Q2 保護者が自閉スペクトラム症の子どもを理解するには、その特性をどのように捉えればいいの?

A2 自閉スペクトラム症の子の脳のはたらきは「レールの上を一方向に走る貨物列車」のイメージと捉えるとよいと思います


 発達障がいが見られない「定型発達」の子の脳のはたらき方は、わかりやすくたとえるなら自家用車です。車を運転している途中で喉が渇いたら、車を止めて自動販売機でジュースを買うことができますし、忘れ物に気づいたら家に戻って取ってくることもできます。臨機応変な対応が可能です。

 一方、自閉スペクトラム症の子の脳のはたらき方は、個人によって異なるとは思いますが、多くの場合は貨物列車のイメージです。レールの上を一方向に、目的地に着くまでひたすら走ります。

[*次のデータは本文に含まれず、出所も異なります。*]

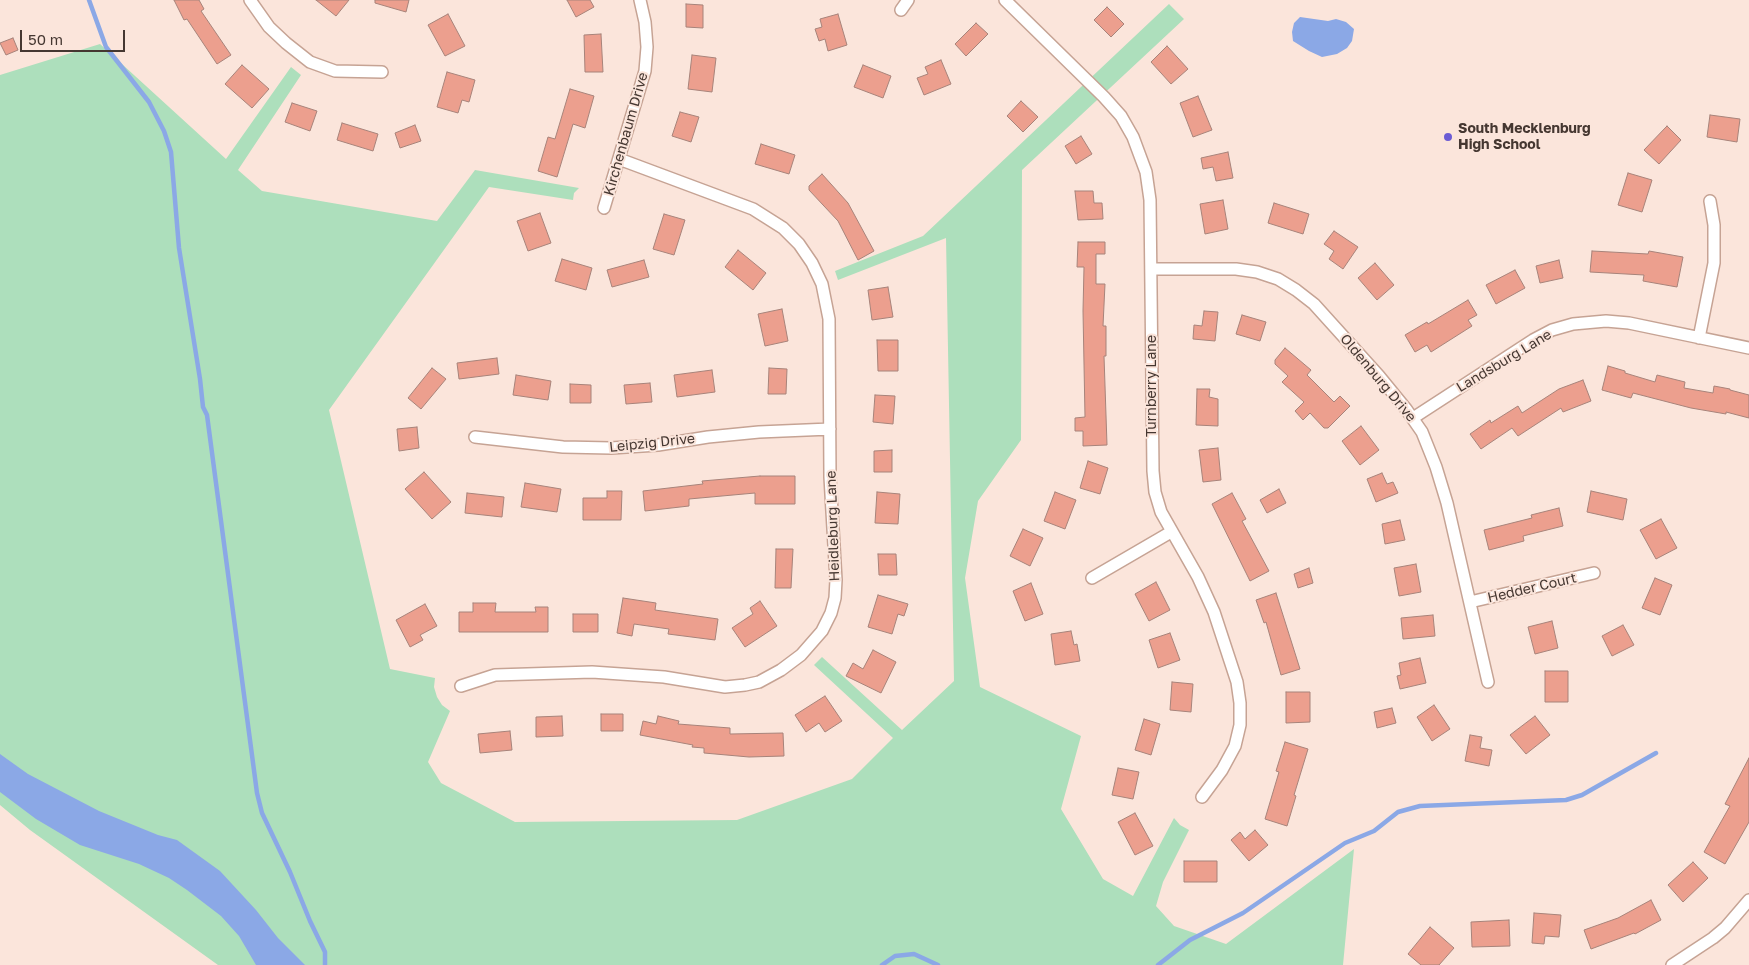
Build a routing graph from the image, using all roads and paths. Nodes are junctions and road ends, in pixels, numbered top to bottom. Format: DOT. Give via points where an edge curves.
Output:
graph roads {
  1 [pos="250,0"];
  2 [pos="640,0"];
  3 [pos="908,0"];
  4 [pos="1005,0"];
  5 [pos="901,10"];
  6 [pos="382,72"];
  7 [pos="618,160"];
  8 [pos="1710,201"];
  9 [pos="604,208"];
  10 [pos="1152,269"];
  11 [pos="1699,338"];
  12 [pos="1749,348"];
  13 [pos="1412,418"];
  14 [pos="830,429"];
  15 [pos="475,437"];
  16 [pos="1171,532"];
  17 [pos="1594,573"];
  18 [pos="1092,578"];
  19 [pos="1470,602"];
  20 [pos="1488,682"];
  21 [pos="461,686"];
  22 [pos="1202,797"];
  23 [pos="1749,900"];
  24 [pos="1672,965"];
  1 -- 6 [label="street" via="269,27 310,62 335,71"];
  2 -- 7 [label="street, Kirchenbaum Drive" via="647,47 645,71"];
  3 -- 5 [label="street"];
  4 -- 10 [label="street, Turnberry Lane" via="1104,97 1134,137 1144,166 1150,200"];
  7 -- 9 [label="street, Kirchenbaum Drive"];
  7 -- 14 [label="street, Heidleburg Lane" via="753,209 774,222 798,244 822,284 829,313"];
  8 -- 11 [label="street" via="1714,263"];
  10 -- 13 [label="street, Oldenburg Drive" via="1236,268 1278,279 1314,304"];
  10 -- 16 [label="street, Turnberry Lane" via="1153,470 1157,502"];
  11 -- 12 [label="street, Landsburg Lane"];
  11 -- 13 [label="street, Landsburg Lane" via="1629,323 1606,321 1566,326 1533,340"];
  13 -- 19 [label="street, Oldenburg Drive" via="1422,432 1436,467"];
  14 -- 15 [label="street, Leipzig Drive" via="759,432 658,446 611,448 563,447"];
  14 -- 21 [label="street, Heidleburg Lane" via="835,598 822,631 809,648 781,670 759,682 735,687 664,677 592,672 494,675"];
  16 -- 18 [label="street"];
  16 -- 22 [label="street, Turnberry Lane" via="1214,612 1237,682 1240,703 1240,725 1235,746"];
  17 -- 19 [label="street, Hedder Court"];
  19 -- 20 [label="street, Oldenburg Drive"];
  23 -- 24 [label="street" via="1725,928"];
}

喉が渇いても忘れ物に気づいても、降りたり戻ったりはできません。でも、貨物列車は自家用車の何百倍もの荷物を運ぶことができますよね。勢いや粘り強さがあるのです。

 この二つの乗り物は用途が違うので、同じ基準で捉えることはできません。自閉スペクトラム症の子と定型発達の子も同じです。

 この二つは生まれてきたときの文化が違う、と理解するのがいいのではないでしょうか。文化が違うのですから、自閉スペクトラム症の子を無理に「変えよう」とか「治そう」とすべきではありません。豚肉を食べない文化で育った人に、無理やり豚肉を食べさせたりはしませんよね? そういう人には豚肉の入っていない食事を用意すれば、みんながおいしく楽しく食事ができます。

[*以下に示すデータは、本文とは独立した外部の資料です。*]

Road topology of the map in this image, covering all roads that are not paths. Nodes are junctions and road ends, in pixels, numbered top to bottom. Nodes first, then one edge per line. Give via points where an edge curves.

 知的障がいがない場合でも、自閉スペクトラム症の子どもは脳のはたらきに極端なバラつきがあります。たとえば、「算数は100点なのに国語は0点」、「記憶力にすぐれて知識豊富なのに、想像力や社会性に乏しい」といった場合が挙げられます。記憶力はいいのに相手の気持ちへ想像力をはたらかせるのが難しいために、太ったことを気にしている人に「先月と比べてすごく太ったね」などと言ってしまい、仲間の輪にうまく入れず、一人浮いてしまうことがあるのです。

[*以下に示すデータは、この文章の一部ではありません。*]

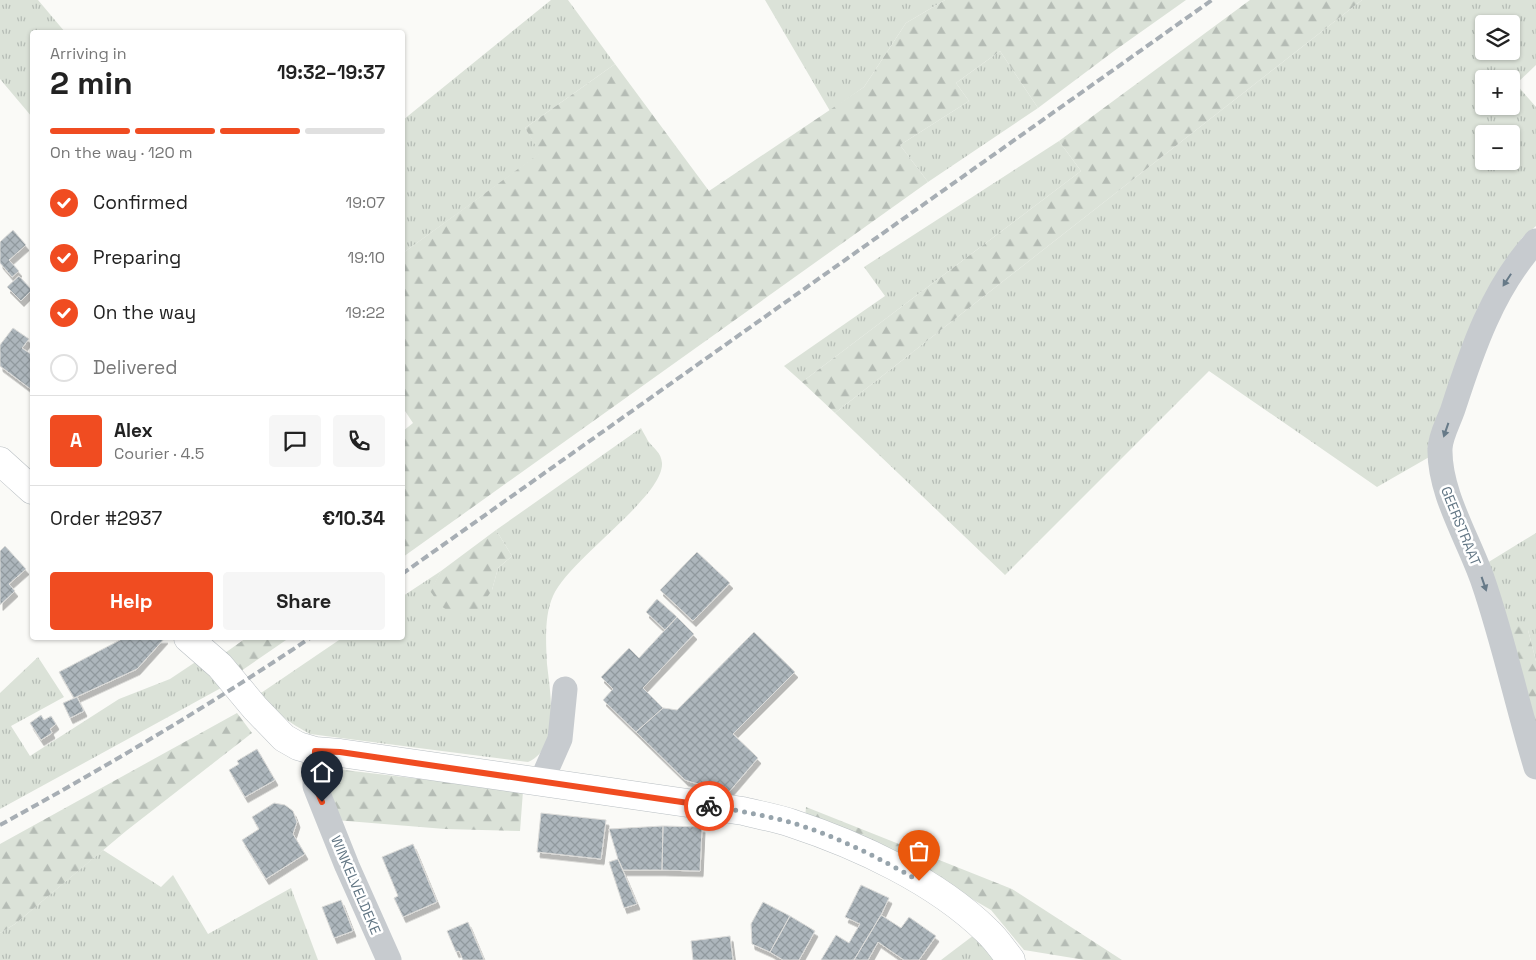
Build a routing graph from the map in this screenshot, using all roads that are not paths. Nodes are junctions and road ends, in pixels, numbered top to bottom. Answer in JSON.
{"nodes":[{"id":1,"x":1536,"y":242,"type":"edge"},
{"id":2,"x":0,"y":461,"type":"edge"},
{"id":3,"x":30,"y":488,"type":"edge"},
{"id":4,"x":190,"y":640,"type":"edge"},
{"id":5,"x":565,"y":689,"type":"dead end"},
{"id":6,"x":315,"y":751,"type":"junction"},
{"id":7,"x":1536,"y":767,"type":"edge"},
{"id":8,"x":541,"y":782,"type":"junction"},
{"id":9,"x":388,"y":960,"type":"edge"},
{"id":10,"x":1011,"y":960,"type":"edge"}],
"edges":[{"from":1,"to":7,"type":"street","name":"GEERSTRAAT","one_way":true},
{"from":2,"to":3,"type":"main road"},
{"from":4,"to":6,"type":"main road"},
{"from":5,"to":8,"type":"street"},
{"from":6,"to":8,"type":"main road"},
{"from":6,"to":9,"type":"street","name":"WINKELVELDEKE"},
{"from":8,"to":10,"type":"main road"}]}
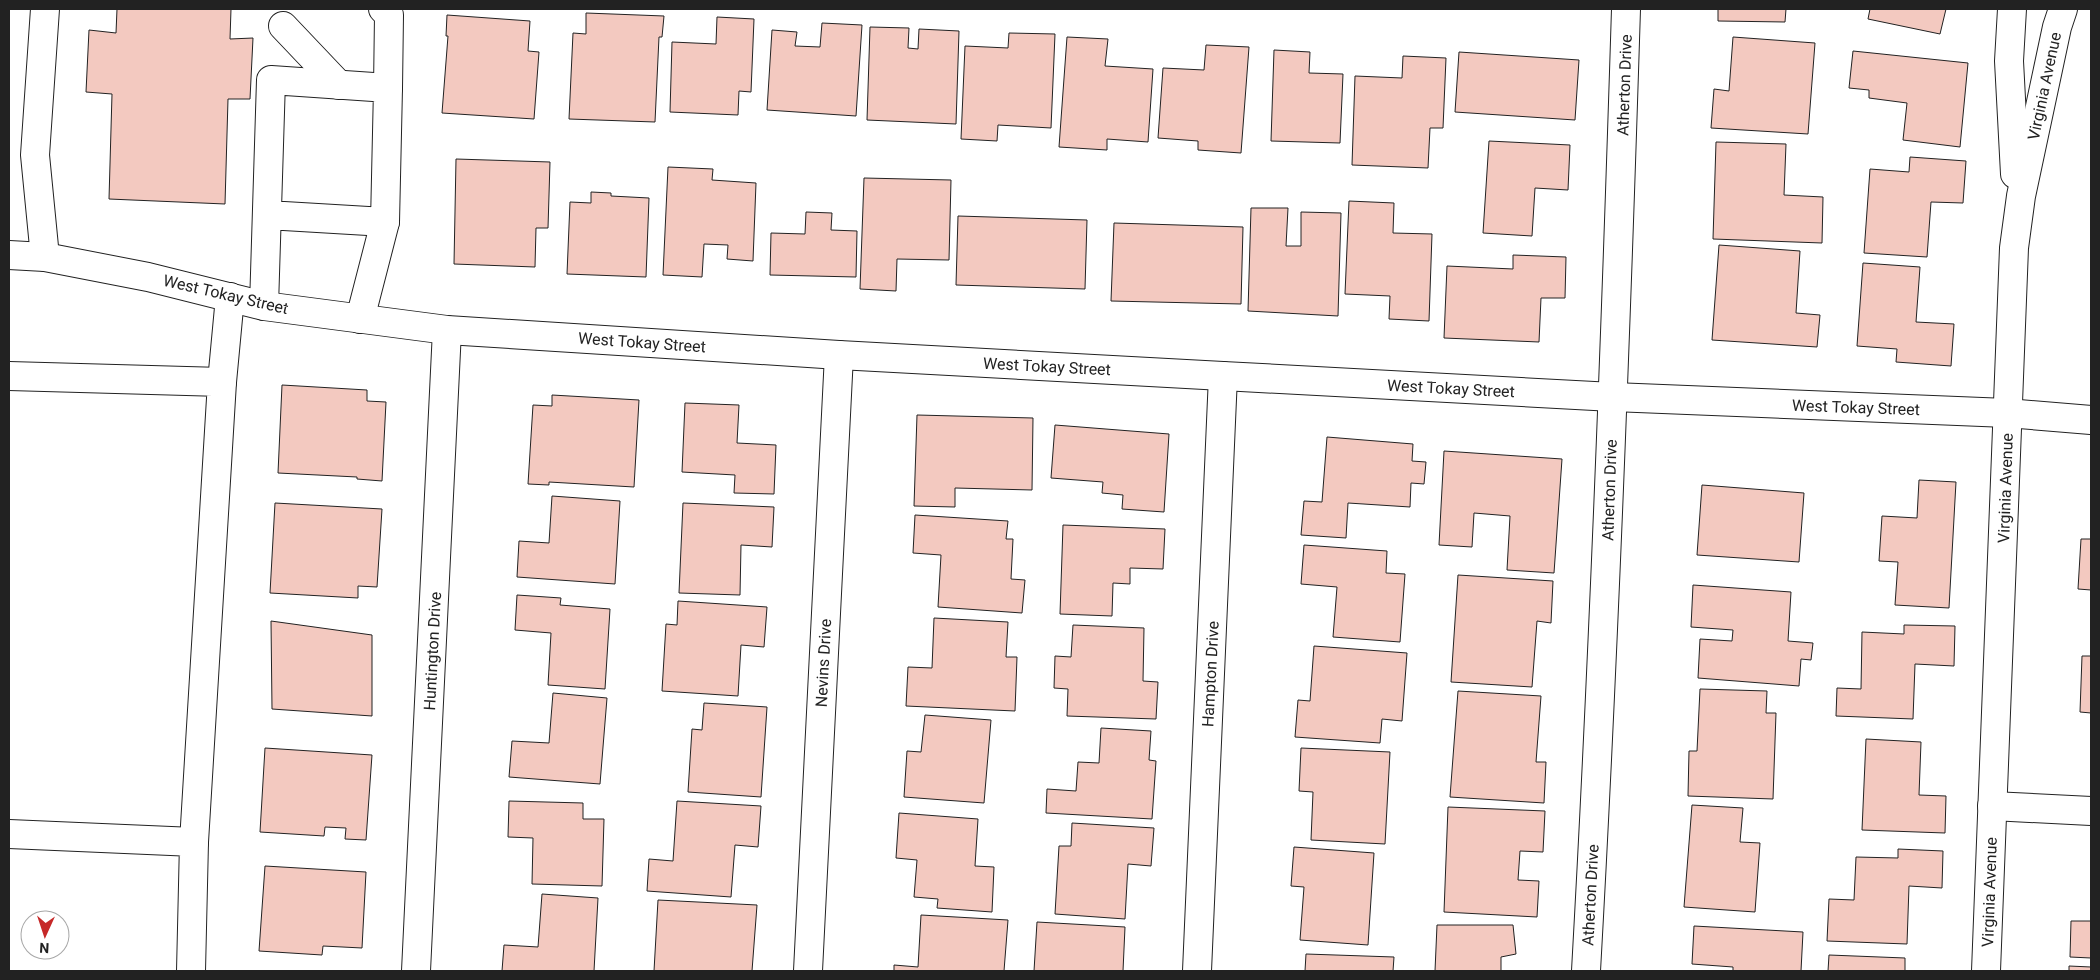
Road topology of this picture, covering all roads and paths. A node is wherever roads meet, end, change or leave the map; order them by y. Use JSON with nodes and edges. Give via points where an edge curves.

 こうした自閉スペクトラム症の特性を、「あれもこれもできない。だからできるようにしないと」という受け止め方をすると、本人も保護者も苦しくなります。自閉スペクトラム症とは「脳の多様性(ニューロダイバーシティ)」の一つだと捉えてみるのはどうでしょう。社会には、男性、女性、どちらでもない人、どちらでもある人など、さまざまな人がいますが、それが社会の自然な姿です。バラつきがある脳も、凸凹がある脳も、存在することが自然なのです。